Heureusement, ce n’est pas le cas ! C’est plutôt d’une sorte de fatalisme qu’il faudrait parler ; lequel n’exclut d’ailleurs pas une certaine sagesse teintée d’humour : « J’attends que cette mauvaise période passe et je reste optimiste. » C’est déjà ça !

Mais son optimisme ne l’empêche nullement de juger sévèrement ce qu’il observe autour de lui, notamment l’univers qu’il connaît le mieux, celui du spectacle : « On ne sait pas si les people sont vraiment des artistes. Le côté professionnel a laissé place à la dictature de l’image. Seul le théâtre a été préservé du marketing. Le public reste le seul baromètre d’une pièce. S’il ne l’aime pas, elle ne dure pas. »

Dans ces conditions, on se demande pourquoi il nous gratifie beaucoup moins qu’avant de ces chansons qui étaient souvent des cris de colère, pouvant parfois aller jusqu’à la provocation délibérée, au moins aux oreilles de certains de ses auditeurs. Peut-être à cause de cette sagesse que nous évoquions à l’instant.

Sans doute aussi parce que, comme il l’avoue, s’il se pose toujours autant de questions, il a de moins en moins de réponses : « Je ne prends pas systématiquement un stylo en me demandant : “Qui vais-je pouvoir allumer ?" La provocation m’emmerde.
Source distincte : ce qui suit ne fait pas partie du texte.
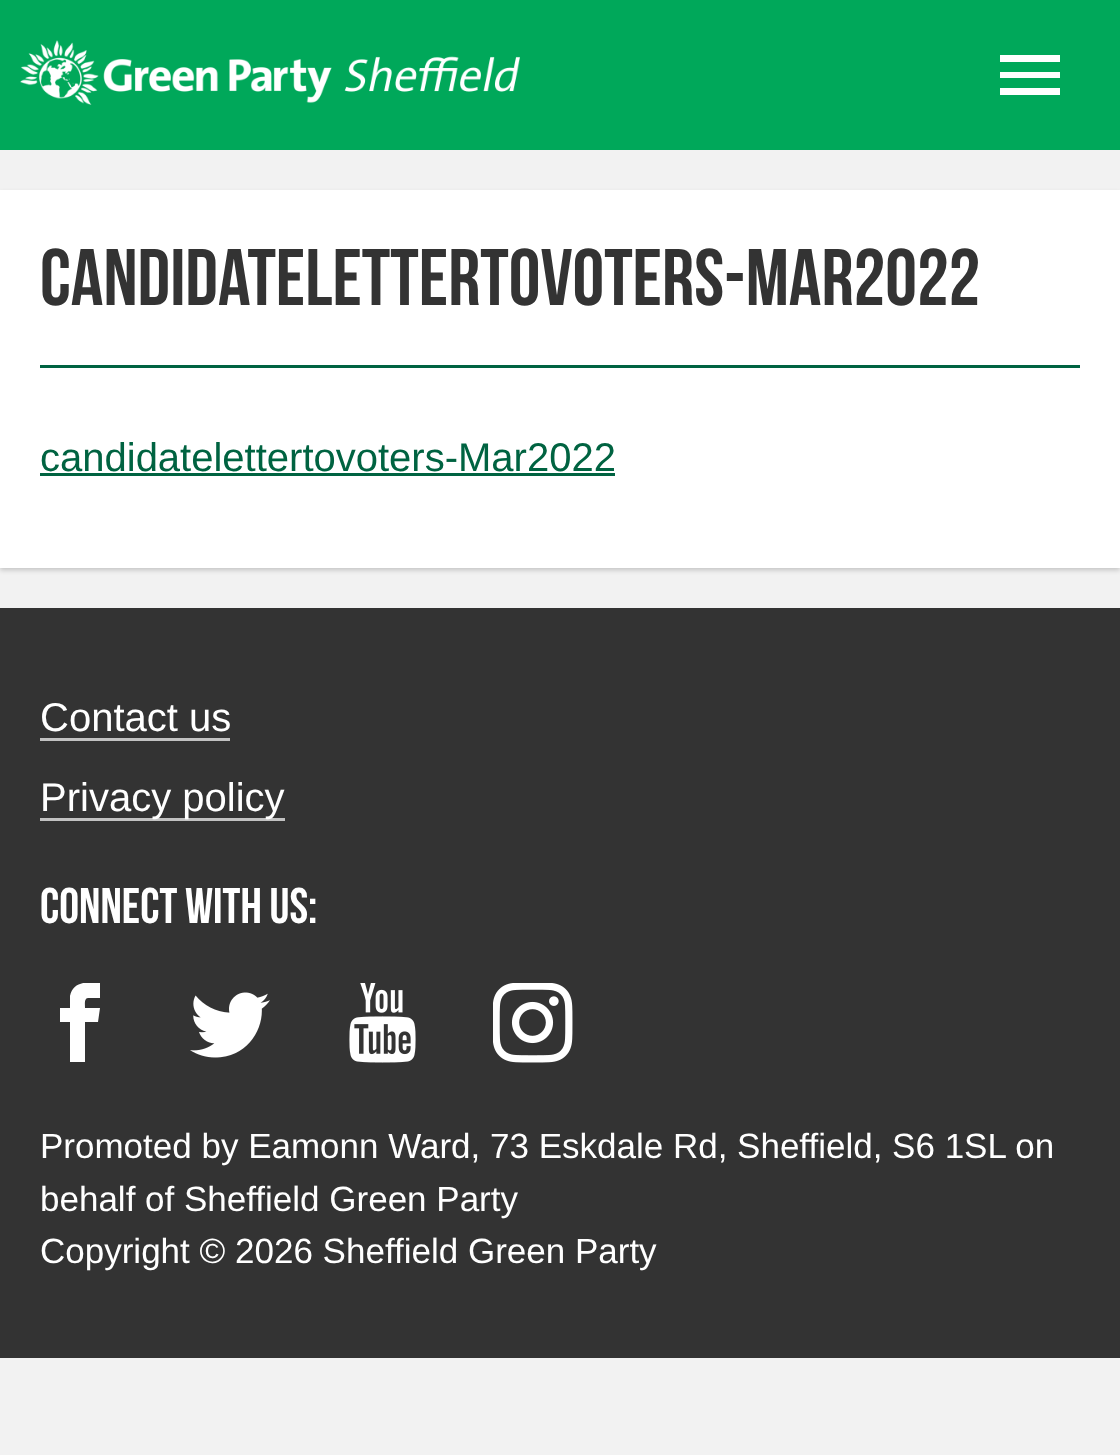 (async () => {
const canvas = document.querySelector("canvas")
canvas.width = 1120
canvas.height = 1455
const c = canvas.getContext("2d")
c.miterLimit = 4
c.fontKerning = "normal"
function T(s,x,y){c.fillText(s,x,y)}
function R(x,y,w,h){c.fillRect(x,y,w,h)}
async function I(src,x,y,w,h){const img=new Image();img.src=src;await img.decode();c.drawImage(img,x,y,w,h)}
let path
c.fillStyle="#f2f2f2"
R(0,0,1120,1455)
c.fillStyle="#00a85a"
R(0,0,1120,150)
await I("1.png",20,40,500,65)
c.fillStyle="#fff"
path = new Path2D("M1000 55h60v7h-60zm0 23v-6h60v6zm0 17v-7h60v7z")
c.fill(path)
c.fillStyle="#00000033"
c.filter="blur(2.5px)"
c.beginPath()
c.rect(0,193,1120,377)
c.fill()
c.filter="none"
c.fillStyle="#fff"
R(0,190,1120,378)
c.fillStyle="#006341"
R(40,365,1040,3)
c.font="80px Bebas Neue"
c.fillStyle="#333"
T("candidatelettertovoters-Mar2022",40,305)
c.font="40px Liberation Sans"
c.fillStyle="#006341"
T("candidatelettertovoters-Mar2022",40,471)
R(40,473,575,3)
c.fillStyle="#333"
R(0,608,1120,750)
c.fillStyle="#fff"
T("Contact us",40,731)
c.fillStyle="#c2c2c2"
R(40,738,190,3)
R(40,818,245,3)
c.fillStyle="#fff"
T("Privacy policy",40,811)
c.font="50px Bebas Neue"
T("Connect with us:",40,923)
c.save()
c.beginPath()
c.rect(40,983,80,80)
c.clip()
path = new Path2D("M88 998h12v-16c-12 0-27-1-30 14v12h-10v14h10v40h15v-40h13l2-14h-15c0-3-1-10 3-10z")
c.fill(path)
c.restore()
await I("2.png",190,992,80,66)
await I("3.png",349,983,67,80)
await I("4.png",493,983,80,80)
c.font="35px Liberation Sans"
T("Promoted by Eamonn Ward, 73 Eskdale Rd, Sheffield, S6 1SL on",40,1158)
T("behalf of Sheffield Green Party",40,1211)
T("Copyright © 2026 Sheffield Green Party",40,1263)
})()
En général, c’est de l’opportunisme. Les provocateurs ont une chapelle. J’ai un public populaire qui vient me voir pour se détendre, oublier ses ennuis et écouter de belles choses. »

Nostalgie

On entend déjà ricaner ceux qui, depuis au moins trente ans, entonnent chaque matin le couplet usé jusqu’à la corde : Sardou = réac. Pour ceux-là, Michel Sardou a sa réponse toute prête : « Je n’ai jamais été réac. J’étais gaulliste. Aujourd’hui, je ne suis nulle part. » Il n’empêche qu'il a des bribes de nostalgie quand il pense à sa jeunesse.

Une époque qui, si elle avait ressemblé à la nôtre, aurait pu lui valoir un long séjour derrière les barreaux : « Je n’ai pas envie de passer pour un vieux con mais, de mon temps, il y avait moins d’interdits : on pouvait rouler vite, faire l’amour sans danger, picoler un peu... Les flics ne m’ont jamais arrêté pour me faire souffler dans le ballon. Heureusement d’ailleurs, sinon j’aurais pris dix ans ! »

Dix ans, c’est bien ce qu’on espère que Michel Sardou va prendre, et au minimum encore ! Mais pas sur la paille des cachots : sur les planches des théâtres et des music-halls.